Mine has brackets to hold the hob down.

It looks the same mould to me.

Anyone know?


----------



## flying haggis (5 Sep 2014)

fitted an indesit hob in MILs kitchen and i agree that these days the instructions are carp, again i was lucky that new hole needed to be bigger than old, having to replace worktop would have been a pain. as has been mentioned there does not seem to be any way of holding these things in place (silicone is handy :lol: )


----------



## Fatboy (5 Sep 2014)

They should be held down by their weight alone and the grip of the seal they fit in the factory; I usually apply a small bead of silicon to that as well and place a board over the top of the hob and add some additional weight until its set, never had one fail yet and I have removed a couple at a later stage for replacement without any issues.
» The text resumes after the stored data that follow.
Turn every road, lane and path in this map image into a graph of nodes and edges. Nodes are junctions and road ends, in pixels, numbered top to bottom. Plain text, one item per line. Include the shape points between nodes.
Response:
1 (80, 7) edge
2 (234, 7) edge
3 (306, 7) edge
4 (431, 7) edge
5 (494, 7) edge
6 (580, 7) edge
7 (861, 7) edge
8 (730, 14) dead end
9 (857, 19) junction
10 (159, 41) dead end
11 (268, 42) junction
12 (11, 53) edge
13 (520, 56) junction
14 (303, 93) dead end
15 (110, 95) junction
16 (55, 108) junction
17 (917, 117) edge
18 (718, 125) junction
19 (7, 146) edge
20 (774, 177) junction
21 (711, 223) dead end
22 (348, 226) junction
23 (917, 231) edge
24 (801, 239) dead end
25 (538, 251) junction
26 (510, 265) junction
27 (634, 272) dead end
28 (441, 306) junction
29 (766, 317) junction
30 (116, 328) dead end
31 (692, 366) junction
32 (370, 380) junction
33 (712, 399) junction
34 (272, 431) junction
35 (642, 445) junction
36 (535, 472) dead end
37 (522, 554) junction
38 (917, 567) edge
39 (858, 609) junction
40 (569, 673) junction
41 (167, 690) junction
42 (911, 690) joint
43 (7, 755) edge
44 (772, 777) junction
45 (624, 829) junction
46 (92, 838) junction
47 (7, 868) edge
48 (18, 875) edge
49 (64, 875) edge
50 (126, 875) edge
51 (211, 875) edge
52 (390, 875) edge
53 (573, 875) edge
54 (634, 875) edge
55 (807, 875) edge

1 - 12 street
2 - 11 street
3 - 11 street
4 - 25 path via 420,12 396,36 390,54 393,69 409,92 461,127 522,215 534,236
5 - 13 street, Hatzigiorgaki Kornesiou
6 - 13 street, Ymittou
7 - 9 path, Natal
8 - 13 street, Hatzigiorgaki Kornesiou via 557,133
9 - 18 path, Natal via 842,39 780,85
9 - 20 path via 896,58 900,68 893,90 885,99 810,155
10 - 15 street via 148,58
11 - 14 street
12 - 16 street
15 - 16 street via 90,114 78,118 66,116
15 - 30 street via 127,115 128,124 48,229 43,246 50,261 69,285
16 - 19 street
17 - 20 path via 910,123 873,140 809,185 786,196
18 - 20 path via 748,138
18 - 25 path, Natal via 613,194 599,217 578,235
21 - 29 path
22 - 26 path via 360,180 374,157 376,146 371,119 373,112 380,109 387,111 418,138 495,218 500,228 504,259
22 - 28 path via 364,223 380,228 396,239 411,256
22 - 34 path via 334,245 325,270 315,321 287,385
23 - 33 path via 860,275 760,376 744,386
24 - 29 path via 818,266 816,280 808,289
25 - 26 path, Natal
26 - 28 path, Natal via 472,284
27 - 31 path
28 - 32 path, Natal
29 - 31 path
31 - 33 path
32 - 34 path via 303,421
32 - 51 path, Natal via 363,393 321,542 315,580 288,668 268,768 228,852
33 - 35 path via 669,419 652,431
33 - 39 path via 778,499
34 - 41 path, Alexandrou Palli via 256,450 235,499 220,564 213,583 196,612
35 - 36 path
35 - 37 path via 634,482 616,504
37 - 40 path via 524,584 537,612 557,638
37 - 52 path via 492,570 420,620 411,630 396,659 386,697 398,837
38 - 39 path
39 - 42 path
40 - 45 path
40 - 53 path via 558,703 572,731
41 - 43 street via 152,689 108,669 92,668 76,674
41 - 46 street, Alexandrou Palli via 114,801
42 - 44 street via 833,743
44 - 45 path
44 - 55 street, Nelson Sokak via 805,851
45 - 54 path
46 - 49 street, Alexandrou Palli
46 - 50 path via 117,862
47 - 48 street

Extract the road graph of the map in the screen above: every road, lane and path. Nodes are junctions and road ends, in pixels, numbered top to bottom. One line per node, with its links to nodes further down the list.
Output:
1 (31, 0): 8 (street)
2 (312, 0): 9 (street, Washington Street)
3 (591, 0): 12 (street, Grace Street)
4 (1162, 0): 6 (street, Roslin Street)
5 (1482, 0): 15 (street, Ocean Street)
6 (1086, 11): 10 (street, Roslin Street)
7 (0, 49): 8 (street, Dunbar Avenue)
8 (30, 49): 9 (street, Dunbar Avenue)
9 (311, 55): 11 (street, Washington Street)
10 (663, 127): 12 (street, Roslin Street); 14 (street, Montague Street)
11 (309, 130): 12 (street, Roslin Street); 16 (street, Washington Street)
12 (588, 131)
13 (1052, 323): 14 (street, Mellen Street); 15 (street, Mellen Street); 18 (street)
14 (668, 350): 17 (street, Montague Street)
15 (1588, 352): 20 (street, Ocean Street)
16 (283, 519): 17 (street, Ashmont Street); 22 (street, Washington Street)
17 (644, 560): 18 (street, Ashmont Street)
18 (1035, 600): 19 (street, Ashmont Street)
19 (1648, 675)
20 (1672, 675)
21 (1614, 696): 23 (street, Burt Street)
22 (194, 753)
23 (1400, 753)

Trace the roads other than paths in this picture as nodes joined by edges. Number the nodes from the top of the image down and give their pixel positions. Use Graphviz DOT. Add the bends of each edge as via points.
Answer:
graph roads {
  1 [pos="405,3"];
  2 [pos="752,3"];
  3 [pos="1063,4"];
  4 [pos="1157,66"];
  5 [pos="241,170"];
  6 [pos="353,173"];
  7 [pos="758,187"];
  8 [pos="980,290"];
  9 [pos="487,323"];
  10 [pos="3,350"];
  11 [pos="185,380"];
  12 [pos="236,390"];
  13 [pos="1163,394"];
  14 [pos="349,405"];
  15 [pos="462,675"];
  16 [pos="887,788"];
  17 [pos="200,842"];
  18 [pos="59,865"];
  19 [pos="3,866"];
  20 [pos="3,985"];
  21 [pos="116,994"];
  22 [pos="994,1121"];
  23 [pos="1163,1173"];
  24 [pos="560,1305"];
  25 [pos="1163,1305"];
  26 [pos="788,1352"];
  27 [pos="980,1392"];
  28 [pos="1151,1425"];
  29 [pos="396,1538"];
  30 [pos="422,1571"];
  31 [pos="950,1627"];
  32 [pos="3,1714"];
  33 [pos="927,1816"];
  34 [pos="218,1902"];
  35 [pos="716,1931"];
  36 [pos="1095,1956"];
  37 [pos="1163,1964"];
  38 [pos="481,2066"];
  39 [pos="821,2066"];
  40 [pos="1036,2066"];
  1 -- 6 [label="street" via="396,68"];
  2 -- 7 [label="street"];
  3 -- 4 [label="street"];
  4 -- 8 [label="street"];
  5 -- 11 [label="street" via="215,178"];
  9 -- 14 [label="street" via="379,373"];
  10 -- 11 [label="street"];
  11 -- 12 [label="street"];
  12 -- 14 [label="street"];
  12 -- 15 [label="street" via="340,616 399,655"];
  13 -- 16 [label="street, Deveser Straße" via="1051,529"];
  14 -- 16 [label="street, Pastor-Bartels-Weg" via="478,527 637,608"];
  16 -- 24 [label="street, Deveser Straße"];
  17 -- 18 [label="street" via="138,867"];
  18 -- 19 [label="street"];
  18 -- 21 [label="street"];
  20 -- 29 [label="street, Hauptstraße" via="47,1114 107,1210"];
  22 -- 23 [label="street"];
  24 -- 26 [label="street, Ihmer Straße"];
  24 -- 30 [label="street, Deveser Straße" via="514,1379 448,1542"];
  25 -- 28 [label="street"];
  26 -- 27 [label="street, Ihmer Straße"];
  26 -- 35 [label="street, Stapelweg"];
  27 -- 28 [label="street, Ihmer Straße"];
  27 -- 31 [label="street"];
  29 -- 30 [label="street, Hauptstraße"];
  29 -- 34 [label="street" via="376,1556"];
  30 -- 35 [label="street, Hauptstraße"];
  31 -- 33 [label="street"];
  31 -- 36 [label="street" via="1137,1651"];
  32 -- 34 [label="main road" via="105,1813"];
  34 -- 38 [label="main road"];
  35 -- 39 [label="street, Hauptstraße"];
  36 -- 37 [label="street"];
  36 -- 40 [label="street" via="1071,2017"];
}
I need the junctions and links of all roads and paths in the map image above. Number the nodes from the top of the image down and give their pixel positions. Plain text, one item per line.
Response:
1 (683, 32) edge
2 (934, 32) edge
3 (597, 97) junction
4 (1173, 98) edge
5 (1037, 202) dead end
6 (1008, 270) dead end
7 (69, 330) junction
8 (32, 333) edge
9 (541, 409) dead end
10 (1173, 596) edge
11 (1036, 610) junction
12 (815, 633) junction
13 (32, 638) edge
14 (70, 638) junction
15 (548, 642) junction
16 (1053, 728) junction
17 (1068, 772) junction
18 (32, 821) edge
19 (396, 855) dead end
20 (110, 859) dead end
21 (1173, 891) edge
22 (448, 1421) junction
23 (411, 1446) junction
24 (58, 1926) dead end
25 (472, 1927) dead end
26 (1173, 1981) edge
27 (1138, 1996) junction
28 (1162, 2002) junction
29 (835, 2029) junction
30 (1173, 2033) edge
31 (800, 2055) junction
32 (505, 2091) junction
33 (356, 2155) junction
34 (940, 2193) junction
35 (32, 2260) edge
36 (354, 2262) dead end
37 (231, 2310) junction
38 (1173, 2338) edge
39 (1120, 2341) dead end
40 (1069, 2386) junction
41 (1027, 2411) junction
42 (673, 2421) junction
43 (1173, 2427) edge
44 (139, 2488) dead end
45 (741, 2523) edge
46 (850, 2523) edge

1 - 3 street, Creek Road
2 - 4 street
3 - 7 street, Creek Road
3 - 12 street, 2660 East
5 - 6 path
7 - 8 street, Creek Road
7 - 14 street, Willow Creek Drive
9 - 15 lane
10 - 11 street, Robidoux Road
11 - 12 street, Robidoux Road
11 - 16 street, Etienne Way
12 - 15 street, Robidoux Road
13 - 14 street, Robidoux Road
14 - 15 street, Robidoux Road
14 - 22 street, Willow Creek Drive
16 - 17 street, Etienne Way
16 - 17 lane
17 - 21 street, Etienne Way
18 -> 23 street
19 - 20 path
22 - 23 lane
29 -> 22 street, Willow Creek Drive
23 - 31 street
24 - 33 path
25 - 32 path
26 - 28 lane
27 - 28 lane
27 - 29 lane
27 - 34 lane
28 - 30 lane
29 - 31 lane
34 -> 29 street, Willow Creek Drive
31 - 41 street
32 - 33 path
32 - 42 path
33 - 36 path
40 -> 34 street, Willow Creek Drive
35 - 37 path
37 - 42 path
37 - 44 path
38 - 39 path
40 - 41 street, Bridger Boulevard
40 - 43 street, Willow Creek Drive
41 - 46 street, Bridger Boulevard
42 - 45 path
As a tip I usually spread a smear of silicon all around cut outs; hobs, sink etc to help avoid any water ingress later in its life


----------



## dickm (5 Sep 2014)

Thanks for that, FB (bad luck to be living in MK, but someone has to!). Any particular silicone? Are there different temperature tolerances, as presumably the seal needs to withstand relatively high temperatures?


----------



## RogerM (5 Sep 2014)

I installed a Siemens Hob a few months back, and it came with a bracket that was epoxied to the granite cut-out either side (or screwed if a laminate worktop), and the hob had 2 lugs on each side which just snapped in to place on the brackets. The instructions specifically said NOT to use any form of sealant other than the integral rubber gasket around the edge. Are you sure you haven't got a set of brackets hiding somewhere in the packaging? This will be a quality item and you shouldn't have to bodge it.


----------



## Distinterior (9 Sep 2014)

As RogerM said, you absolutely should not stick the Hob down with any kind of sealant....!!!!!!

I fit loads of Siemens hobs and they all have a method of fixing them in place, which varies from model to model.

DickM, can you tell me the model number of the hob you brought, and perhaps I can tell you what type of fixings you should expect to find in the box.


----------